-------- EXTRACTED DATA --------

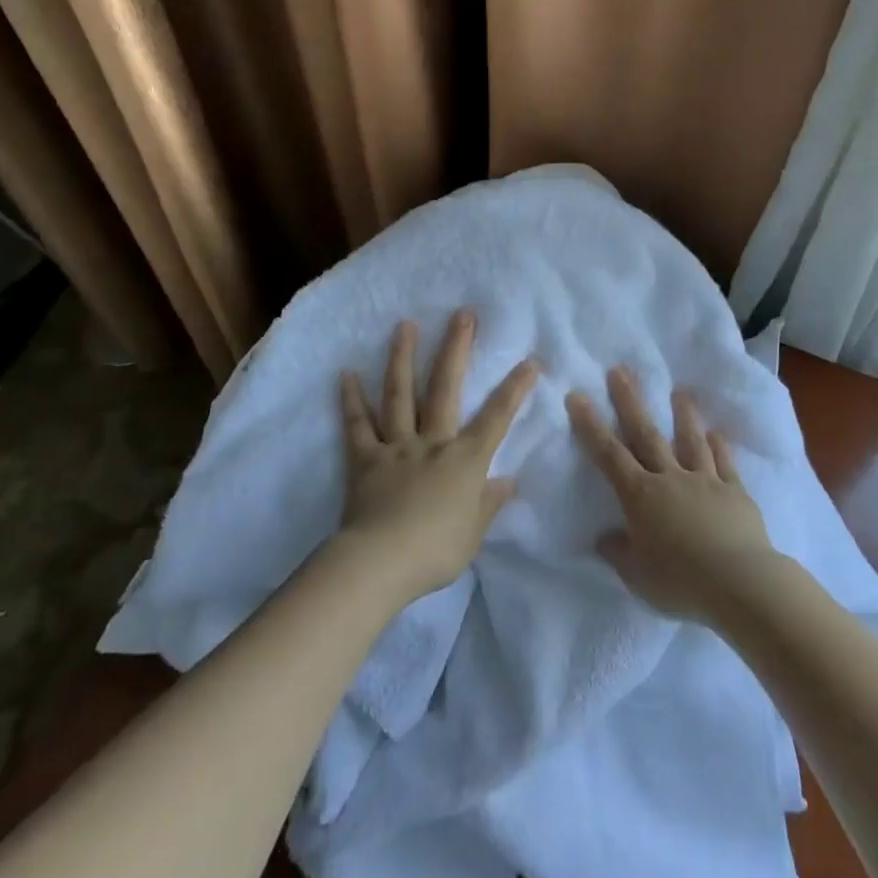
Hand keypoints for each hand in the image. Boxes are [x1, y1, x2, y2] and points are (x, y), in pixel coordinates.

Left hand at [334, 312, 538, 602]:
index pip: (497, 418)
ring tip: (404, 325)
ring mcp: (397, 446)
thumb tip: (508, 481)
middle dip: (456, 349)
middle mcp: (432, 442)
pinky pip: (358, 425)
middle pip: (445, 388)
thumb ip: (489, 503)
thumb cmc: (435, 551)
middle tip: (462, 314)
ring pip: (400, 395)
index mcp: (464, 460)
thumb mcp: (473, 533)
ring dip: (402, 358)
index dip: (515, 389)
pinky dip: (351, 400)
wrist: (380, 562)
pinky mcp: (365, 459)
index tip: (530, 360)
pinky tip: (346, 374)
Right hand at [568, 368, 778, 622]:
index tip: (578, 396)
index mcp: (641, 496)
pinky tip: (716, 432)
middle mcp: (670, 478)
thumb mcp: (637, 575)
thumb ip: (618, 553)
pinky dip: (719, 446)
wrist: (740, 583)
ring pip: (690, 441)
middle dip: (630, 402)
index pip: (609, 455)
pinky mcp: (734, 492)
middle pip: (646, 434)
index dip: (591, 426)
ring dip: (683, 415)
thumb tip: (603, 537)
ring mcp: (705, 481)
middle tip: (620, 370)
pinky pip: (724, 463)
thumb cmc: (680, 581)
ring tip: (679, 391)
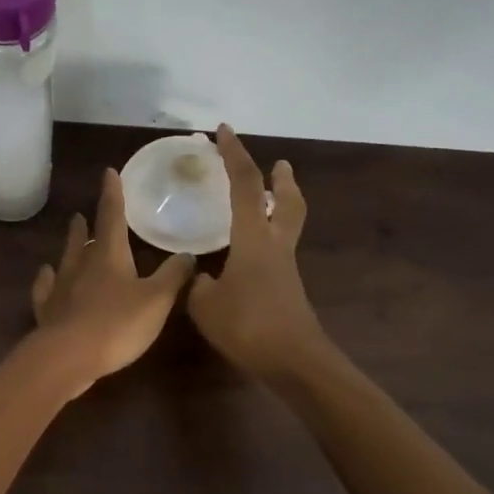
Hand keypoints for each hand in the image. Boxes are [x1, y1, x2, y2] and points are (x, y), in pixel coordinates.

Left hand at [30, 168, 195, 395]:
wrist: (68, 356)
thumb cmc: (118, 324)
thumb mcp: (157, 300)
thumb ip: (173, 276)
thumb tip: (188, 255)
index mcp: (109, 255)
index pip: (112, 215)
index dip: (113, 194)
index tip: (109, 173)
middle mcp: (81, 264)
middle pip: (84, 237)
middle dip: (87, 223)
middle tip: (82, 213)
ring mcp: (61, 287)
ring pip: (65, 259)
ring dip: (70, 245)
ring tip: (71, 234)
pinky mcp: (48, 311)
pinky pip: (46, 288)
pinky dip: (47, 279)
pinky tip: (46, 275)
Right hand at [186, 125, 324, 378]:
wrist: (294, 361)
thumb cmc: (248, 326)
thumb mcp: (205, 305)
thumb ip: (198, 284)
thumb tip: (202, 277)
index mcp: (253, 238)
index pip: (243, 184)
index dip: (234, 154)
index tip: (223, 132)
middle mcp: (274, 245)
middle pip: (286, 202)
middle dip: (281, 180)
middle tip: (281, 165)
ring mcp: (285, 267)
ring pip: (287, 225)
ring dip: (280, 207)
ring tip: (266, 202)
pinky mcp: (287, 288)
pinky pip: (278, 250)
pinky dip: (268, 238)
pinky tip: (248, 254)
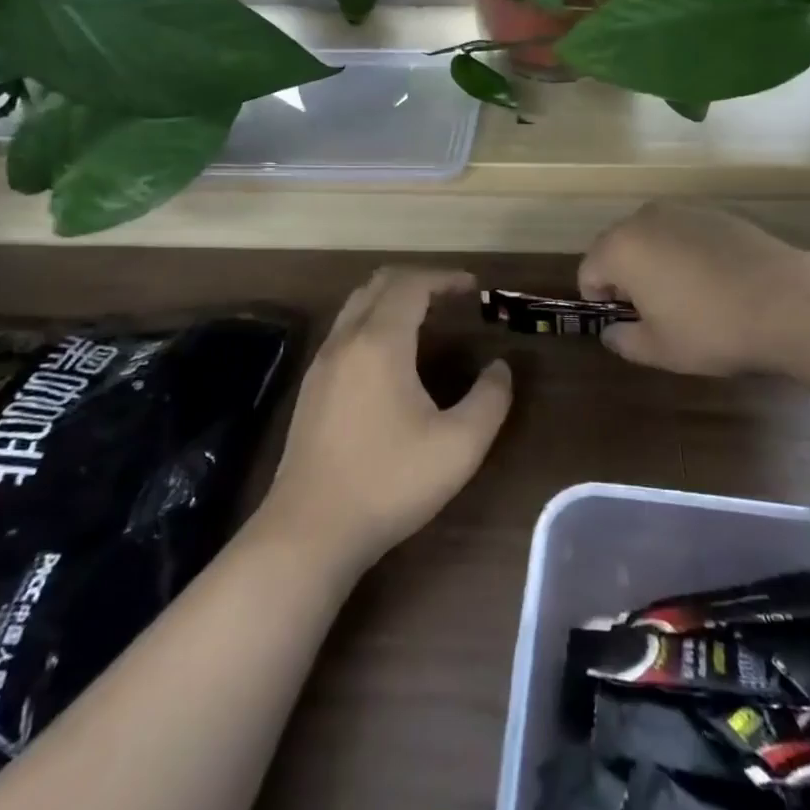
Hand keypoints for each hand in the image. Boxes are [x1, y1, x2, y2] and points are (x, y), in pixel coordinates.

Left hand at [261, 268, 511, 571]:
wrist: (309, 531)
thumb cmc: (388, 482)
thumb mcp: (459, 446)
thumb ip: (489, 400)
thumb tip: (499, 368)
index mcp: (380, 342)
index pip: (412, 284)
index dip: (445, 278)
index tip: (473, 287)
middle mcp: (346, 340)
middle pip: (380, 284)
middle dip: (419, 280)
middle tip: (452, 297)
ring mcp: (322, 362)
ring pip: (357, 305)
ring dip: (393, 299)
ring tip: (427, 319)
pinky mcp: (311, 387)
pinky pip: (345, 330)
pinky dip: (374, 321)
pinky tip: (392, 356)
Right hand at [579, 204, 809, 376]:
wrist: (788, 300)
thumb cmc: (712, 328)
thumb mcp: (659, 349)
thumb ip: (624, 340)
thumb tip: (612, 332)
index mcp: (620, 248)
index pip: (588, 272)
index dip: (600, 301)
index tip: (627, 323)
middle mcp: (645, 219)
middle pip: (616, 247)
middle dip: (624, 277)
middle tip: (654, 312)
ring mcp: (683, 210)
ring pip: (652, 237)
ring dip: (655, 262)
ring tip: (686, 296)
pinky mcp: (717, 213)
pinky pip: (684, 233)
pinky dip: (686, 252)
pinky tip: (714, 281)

--------
-------- EXTRACTED DATA --------

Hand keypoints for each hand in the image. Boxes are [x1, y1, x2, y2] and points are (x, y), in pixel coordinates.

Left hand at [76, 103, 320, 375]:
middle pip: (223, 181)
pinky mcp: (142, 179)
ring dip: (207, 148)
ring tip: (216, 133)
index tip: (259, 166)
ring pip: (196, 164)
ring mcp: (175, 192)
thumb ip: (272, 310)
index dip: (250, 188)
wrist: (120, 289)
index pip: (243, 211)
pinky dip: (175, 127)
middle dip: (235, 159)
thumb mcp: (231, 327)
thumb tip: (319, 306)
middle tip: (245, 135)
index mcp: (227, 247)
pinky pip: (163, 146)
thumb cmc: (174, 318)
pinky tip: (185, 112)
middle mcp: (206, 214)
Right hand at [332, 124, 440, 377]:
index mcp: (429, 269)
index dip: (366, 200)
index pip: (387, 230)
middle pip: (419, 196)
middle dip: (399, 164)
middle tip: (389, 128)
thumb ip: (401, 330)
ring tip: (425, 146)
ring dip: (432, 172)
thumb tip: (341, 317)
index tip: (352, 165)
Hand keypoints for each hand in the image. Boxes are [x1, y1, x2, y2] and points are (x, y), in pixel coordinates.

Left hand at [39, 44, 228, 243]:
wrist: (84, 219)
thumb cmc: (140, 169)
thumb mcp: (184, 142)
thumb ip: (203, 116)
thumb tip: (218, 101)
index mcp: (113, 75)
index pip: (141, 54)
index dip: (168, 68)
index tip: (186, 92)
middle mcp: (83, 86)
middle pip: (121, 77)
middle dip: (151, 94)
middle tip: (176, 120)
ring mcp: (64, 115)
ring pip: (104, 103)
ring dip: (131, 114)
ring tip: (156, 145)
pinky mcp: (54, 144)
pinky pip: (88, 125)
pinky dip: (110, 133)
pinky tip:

--------

» **YOUR INSTRUCTIONS**: Drop the pictures; return the lines above from the line containing "thumb ip: (198, 284)" to the line containing "ring dip: (655, 262)", both included, exactly.

» **EXERCISE OUTPUT**:
thumb ip: (198, 284)
thumb tip: (202, 277)
index mcp: (253, 238)
index pip: (243, 184)
index dip: (234, 154)
index tip: (223, 132)
middle mcp: (274, 245)
middle pip: (286, 202)
middle dip: (281, 180)
middle tip: (281, 165)
ring mcp: (285, 267)
ring pip: (287, 225)
ring dip: (280, 207)
ring tip: (266, 202)
pinky mcp: (287, 288)
pinky pip: (278, 250)
pinky dip: (268, 238)
pinky tip: (248, 254)
Hand keypoints for each hand in the image. Boxes are [x1, y1, x2, y2] and points are (x, y), in pixel coordinates.

Left hand at [261, 268, 511, 571]:
wrist: (309, 531)
thumb cmc: (388, 482)
thumb mcp: (459, 446)
thumb ip: (489, 400)
thumb tip: (499, 368)
index mcp: (380, 342)
index pip: (412, 284)
index dip: (445, 278)
index tip: (473, 287)
middle mcp: (346, 340)
middle pip: (380, 284)
middle dip: (419, 280)
middle tip: (452, 297)
ring mcp: (322, 362)
ring pip: (357, 305)
ring dip: (393, 299)
ring tip: (427, 319)
pinky mcp: (311, 387)
pinky pip: (345, 330)
pinky dip: (374, 321)
pinky tip: (392, 356)
Right hand at [579, 204, 809, 376]:
wrist: (788, 300)
thumb cmc: (712, 328)
thumb mcp: (659, 349)
thumb ip: (624, 340)
thumb tip: (612, 332)
index mcp: (620, 248)
index pip: (588, 272)
index dip: (600, 301)
index tip: (627, 323)
middle mcp: (645, 219)
middle pip: (616, 247)
middle dip: (624, 277)
middle tip: (654, 312)
ring mcp: (683, 210)
ring pip: (652, 237)
ring dip: (655, 262)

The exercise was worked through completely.